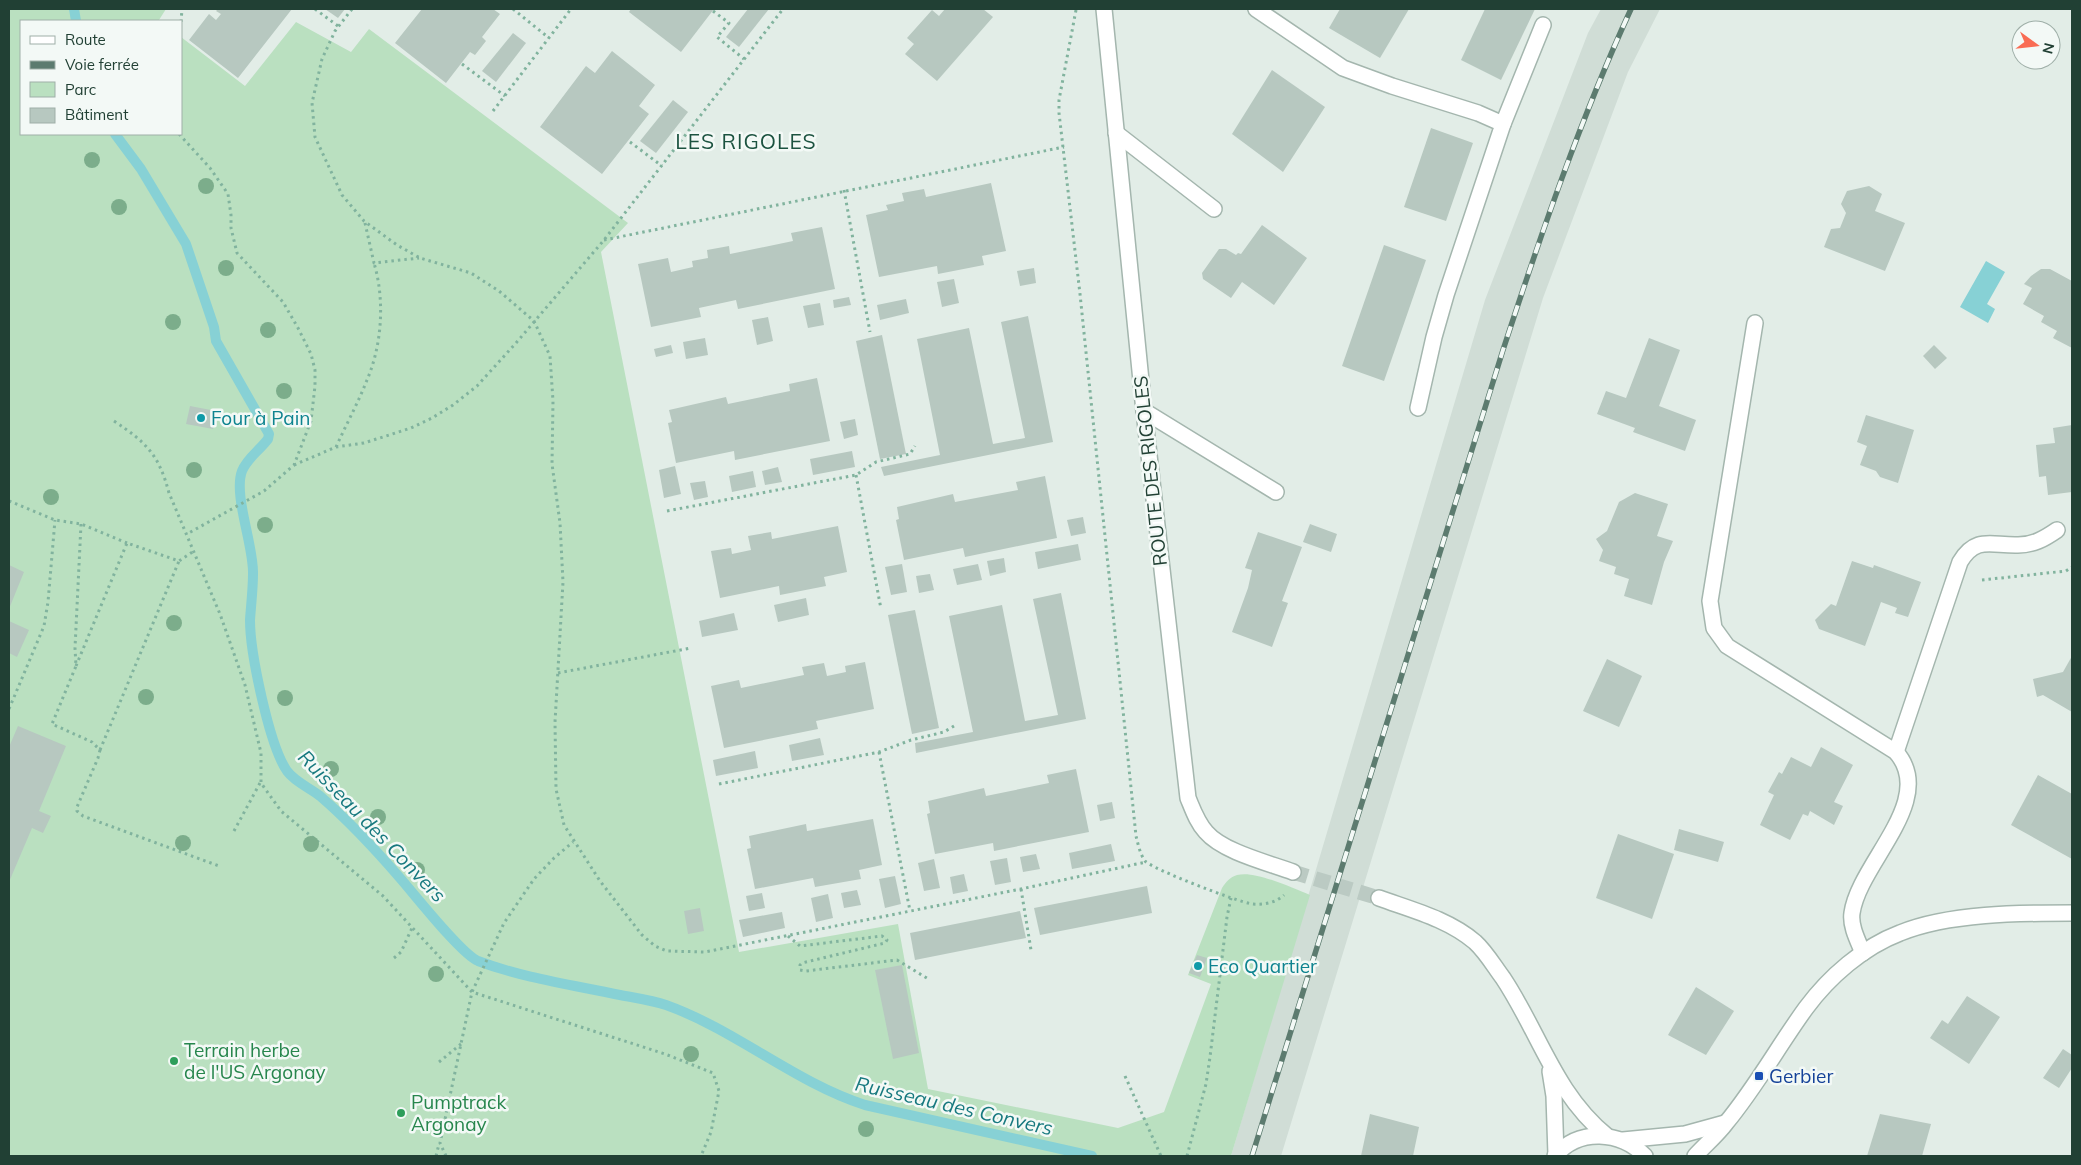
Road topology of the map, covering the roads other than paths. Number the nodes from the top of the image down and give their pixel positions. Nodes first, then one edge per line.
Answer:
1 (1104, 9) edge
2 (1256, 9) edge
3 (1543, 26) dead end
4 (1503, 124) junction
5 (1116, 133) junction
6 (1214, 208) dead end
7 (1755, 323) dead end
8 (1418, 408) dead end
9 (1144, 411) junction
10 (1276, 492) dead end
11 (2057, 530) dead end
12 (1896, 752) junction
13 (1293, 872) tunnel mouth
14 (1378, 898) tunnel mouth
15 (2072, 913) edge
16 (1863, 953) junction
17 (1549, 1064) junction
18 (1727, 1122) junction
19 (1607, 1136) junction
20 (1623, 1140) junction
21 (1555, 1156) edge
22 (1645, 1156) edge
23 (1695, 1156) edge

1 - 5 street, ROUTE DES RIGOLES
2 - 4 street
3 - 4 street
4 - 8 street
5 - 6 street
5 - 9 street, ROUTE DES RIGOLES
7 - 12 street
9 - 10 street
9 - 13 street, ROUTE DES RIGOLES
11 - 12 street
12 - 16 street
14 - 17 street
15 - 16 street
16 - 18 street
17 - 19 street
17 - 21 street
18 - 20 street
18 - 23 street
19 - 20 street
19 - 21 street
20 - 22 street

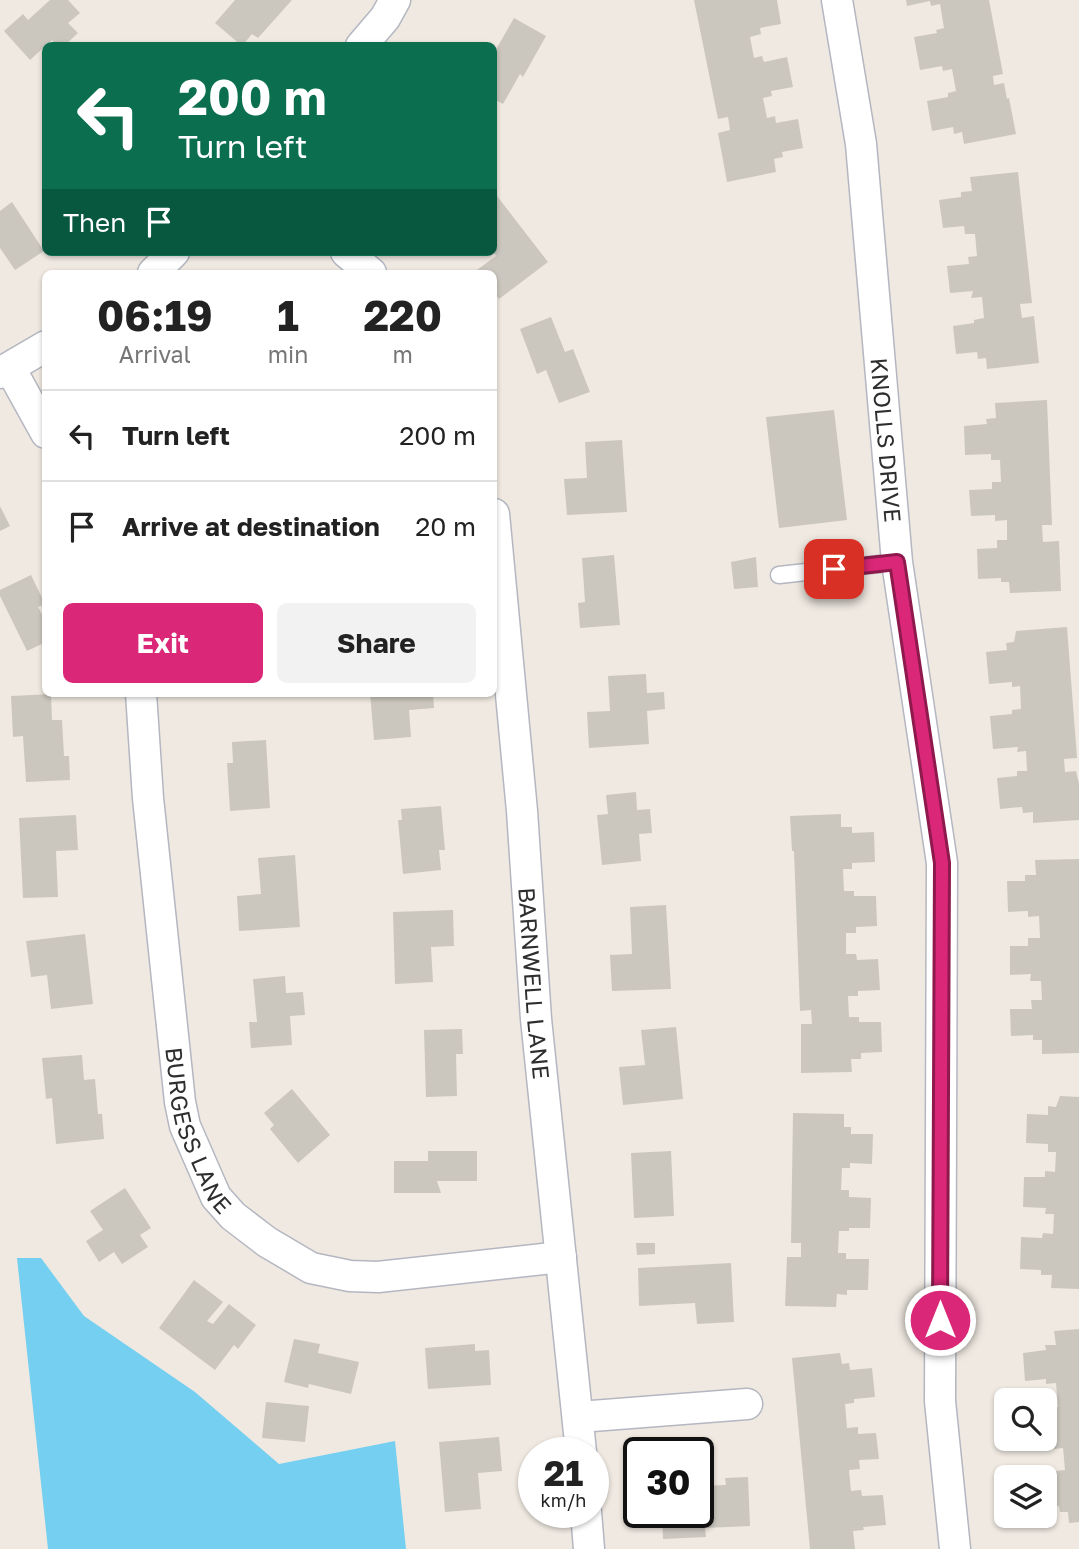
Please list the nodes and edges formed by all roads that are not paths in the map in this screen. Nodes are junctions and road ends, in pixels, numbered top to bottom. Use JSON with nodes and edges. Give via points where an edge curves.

=-=-=

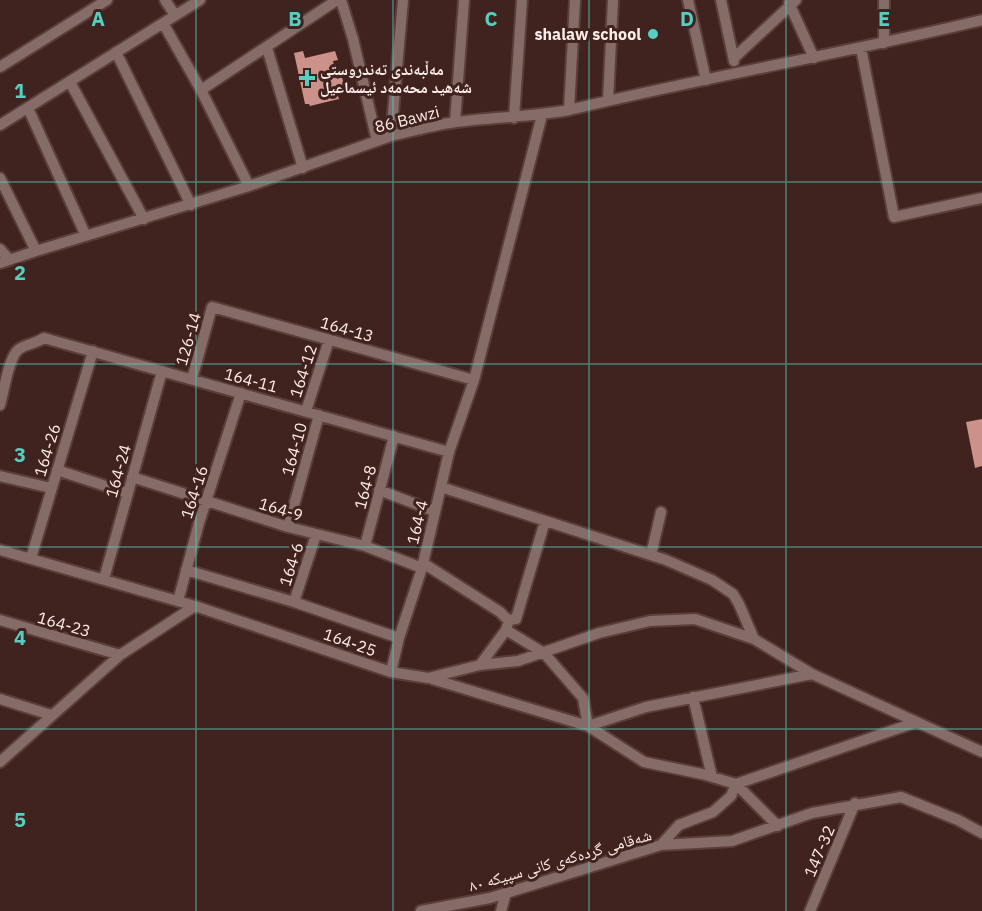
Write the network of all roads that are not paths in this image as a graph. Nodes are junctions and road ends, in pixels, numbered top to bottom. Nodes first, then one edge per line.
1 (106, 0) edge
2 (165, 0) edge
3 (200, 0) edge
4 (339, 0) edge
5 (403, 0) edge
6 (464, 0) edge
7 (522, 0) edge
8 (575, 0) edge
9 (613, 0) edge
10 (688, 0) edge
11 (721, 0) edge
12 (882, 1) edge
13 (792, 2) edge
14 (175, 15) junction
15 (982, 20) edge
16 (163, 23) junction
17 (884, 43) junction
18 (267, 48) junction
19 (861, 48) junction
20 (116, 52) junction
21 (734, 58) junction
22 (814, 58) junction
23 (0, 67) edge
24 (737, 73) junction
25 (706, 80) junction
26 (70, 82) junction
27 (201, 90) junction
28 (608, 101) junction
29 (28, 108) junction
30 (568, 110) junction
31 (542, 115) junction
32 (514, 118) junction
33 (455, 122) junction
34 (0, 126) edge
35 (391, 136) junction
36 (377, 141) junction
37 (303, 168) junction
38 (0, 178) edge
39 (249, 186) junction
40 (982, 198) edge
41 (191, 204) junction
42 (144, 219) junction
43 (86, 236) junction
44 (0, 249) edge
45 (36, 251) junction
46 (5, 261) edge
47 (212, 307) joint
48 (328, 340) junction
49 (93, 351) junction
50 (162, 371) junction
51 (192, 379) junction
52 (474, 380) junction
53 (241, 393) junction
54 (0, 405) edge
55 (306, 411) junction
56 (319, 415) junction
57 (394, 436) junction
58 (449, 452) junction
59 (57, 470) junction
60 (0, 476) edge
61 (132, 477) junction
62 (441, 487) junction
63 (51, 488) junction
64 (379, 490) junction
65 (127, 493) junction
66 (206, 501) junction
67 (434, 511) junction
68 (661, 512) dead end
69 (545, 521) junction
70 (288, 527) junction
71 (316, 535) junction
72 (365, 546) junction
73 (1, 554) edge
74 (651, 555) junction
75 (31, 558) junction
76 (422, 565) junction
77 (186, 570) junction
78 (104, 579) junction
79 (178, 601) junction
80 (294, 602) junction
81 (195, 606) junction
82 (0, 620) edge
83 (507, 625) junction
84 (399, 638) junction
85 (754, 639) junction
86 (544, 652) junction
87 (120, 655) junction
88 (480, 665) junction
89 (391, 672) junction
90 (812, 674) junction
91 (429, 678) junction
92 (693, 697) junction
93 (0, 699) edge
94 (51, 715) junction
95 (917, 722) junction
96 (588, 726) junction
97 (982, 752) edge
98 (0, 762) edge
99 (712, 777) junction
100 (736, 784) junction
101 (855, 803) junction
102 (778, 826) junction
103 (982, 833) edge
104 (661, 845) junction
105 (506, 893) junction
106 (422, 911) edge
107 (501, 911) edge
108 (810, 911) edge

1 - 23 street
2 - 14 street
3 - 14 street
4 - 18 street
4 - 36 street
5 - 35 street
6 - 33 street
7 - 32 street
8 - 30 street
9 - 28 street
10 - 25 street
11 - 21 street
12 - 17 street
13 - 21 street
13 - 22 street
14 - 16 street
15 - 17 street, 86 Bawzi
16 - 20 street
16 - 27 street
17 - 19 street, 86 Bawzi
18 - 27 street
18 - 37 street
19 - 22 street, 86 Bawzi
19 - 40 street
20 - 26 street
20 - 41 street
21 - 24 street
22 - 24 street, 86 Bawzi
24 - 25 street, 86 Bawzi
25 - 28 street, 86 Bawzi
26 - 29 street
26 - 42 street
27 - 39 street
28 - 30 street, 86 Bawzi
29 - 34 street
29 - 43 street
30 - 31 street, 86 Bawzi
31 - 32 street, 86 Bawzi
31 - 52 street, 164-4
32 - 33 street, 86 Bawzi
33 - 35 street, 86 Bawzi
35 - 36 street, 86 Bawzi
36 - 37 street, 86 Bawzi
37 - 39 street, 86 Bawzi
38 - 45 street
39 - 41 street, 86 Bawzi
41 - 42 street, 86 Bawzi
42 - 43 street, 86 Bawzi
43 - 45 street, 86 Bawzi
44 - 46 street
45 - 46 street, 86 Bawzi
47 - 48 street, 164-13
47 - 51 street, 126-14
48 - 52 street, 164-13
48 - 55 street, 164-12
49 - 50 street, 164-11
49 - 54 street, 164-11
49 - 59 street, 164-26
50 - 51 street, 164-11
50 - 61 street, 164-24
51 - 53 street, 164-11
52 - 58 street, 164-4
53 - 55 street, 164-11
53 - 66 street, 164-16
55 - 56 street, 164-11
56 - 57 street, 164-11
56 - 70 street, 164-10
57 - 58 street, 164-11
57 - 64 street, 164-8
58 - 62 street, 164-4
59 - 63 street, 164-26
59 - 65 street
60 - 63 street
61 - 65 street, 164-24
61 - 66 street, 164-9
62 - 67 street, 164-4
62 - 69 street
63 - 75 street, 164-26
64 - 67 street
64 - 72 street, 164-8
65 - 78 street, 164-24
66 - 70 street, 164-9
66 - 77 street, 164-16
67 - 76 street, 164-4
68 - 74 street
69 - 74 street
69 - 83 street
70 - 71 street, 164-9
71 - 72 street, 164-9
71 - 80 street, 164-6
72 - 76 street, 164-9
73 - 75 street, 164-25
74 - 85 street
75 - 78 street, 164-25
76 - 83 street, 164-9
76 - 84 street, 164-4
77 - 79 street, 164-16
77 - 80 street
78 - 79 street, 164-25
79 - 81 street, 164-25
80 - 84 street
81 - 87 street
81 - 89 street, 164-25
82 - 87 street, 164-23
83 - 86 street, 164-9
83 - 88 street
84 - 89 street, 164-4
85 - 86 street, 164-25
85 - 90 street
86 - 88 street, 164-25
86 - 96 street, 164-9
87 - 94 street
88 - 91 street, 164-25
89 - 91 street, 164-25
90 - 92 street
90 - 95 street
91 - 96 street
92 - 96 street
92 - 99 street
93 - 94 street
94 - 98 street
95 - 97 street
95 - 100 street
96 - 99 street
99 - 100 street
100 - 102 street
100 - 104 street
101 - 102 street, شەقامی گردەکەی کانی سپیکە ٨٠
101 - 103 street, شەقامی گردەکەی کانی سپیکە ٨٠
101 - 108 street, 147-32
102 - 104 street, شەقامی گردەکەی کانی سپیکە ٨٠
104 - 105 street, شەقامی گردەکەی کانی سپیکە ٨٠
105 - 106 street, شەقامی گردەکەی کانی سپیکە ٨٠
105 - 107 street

=-=-=

▸ Work request
Starting at the line above that holds "Road topology of", return each line up to and including the one that holds "Please list the", exactly as written, minus any pictures.

▸ Result
Road topology of the map, covering the roads other than paths. Number the nodes from the top of the image down and give their pixel positions. Nodes first, then one edge per line.
Answer:
1 (1104, 9) edge
2 (1256, 9) edge
3 (1543, 26) dead end
4 (1503, 124) junction
5 (1116, 133) junction
6 (1214, 208) dead end
7 (1755, 323) dead end
8 (1418, 408) dead end
9 (1144, 411) junction
10 (1276, 492) dead end
11 (2057, 530) dead end
12 (1896, 752) junction
13 (1293, 872) tunnel mouth
14 (1378, 898) tunnel mouth
15 (2072, 913) edge
16 (1863, 953) junction
17 (1549, 1064) junction
18 (1727, 1122) junction
19 (1607, 1136) junction
20 (1623, 1140) junction
21 (1555, 1156) edge
22 (1645, 1156) edge
23 (1695, 1156) edge

1 - 5 street, ROUTE DES RIGOLES
2 - 4 street
3 - 4 street
4 - 8 street
5 - 6 street
5 - 9 street, ROUTE DES RIGOLES
7 - 12 street
9 - 10 street
9 - 13 street, ROUTE DES RIGOLES
11 - 12 street
12 - 16 street
14 - 17 street
15 - 16 street
16 - 18 street
17 - 19 street
17 - 21 street
18 - 20 street
18 - 23 street
19 - 20 street
19 - 21 street
20 - 22 street

Please list the nodes and edges formed by all roads that are not paths in the map in this screen. Nodes are junctions and road ends, in pixels, numbered top to bottom. Use JSON with nodes and edges. Give via points where an edge curves.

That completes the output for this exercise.